Wedensday [i.e. Tuesday, 20 July.]
Early in the morning a pilot Boat came of to us from Deal. The wind blew very high and the Sea ran with a great Swell.1
1. In her journal-letter of 6–30 July AA gives a colorful account of the landing of the Active’s passengers in the surf at Deal and of their trip through Canterbury, Rochester, Chatham, and Blackheath (where a highwayman had just been apprehended) to London. They arrived at 8 in the evening of the 21st, and mother and daughter were “set down at Lows Hotel in Covent Gardens” (MWA; , ed. CFA, 1848, p. 169–172). On the 23d, having been discovered and advised by solicitous American friends, AA wrote JA from “Osbornes new family Hotel—Adelphi at Mrs. Sheffields No. 6” (Adams Papers).

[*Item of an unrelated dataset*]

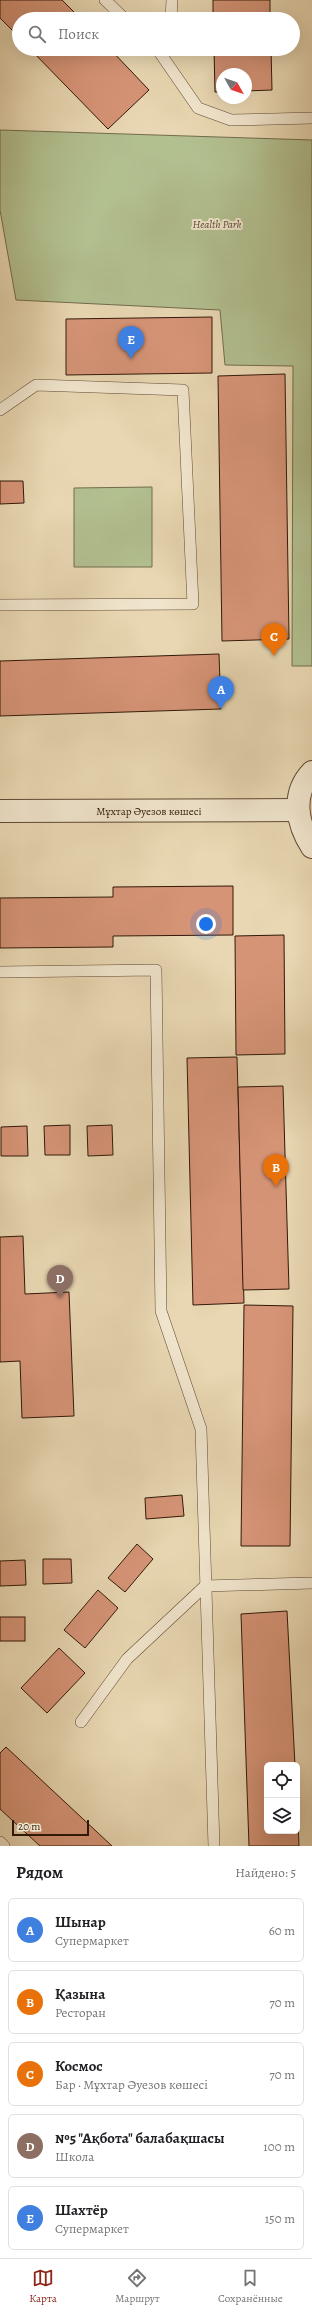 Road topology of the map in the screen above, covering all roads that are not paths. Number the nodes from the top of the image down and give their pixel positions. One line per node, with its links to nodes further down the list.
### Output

JA had confidently expected the arrival of his wife and daughter by an earlier vessel and had sent JQA from The Hague to London to meet them in mid-May; after awaiting them there for more than a month, JQA had returned to the Netherlands. On receipt of AA’s letter of 23 July, JA replied that it had made him “the happiest Man upon Earth. I am twenty Years younger than I was Yesterday. It is a cruel Mortification to me that I cannot go to meet you in London, but there are a Variety of Reasons decisive against it, which I will communicate to you here. Meantime I send you a son who is the greatest Traveller, of his Age” (26 July, Adams Papers). On 30 July both mother and son announced to JA their reunion in London, JQA reporting also his negotiation for the purchase of a coach that would accommodate the whole family (both letters in Adams Papers). Two days later JA canceled all previous plans. “Stay where you are,” he told his wife, “untill you see me” (1 Aug., Adams Papers). What followed is recorded in the brief entries in JA’s own Diary (see 4, 7 Aug., below), which must now be resumed at a slightly earlier date.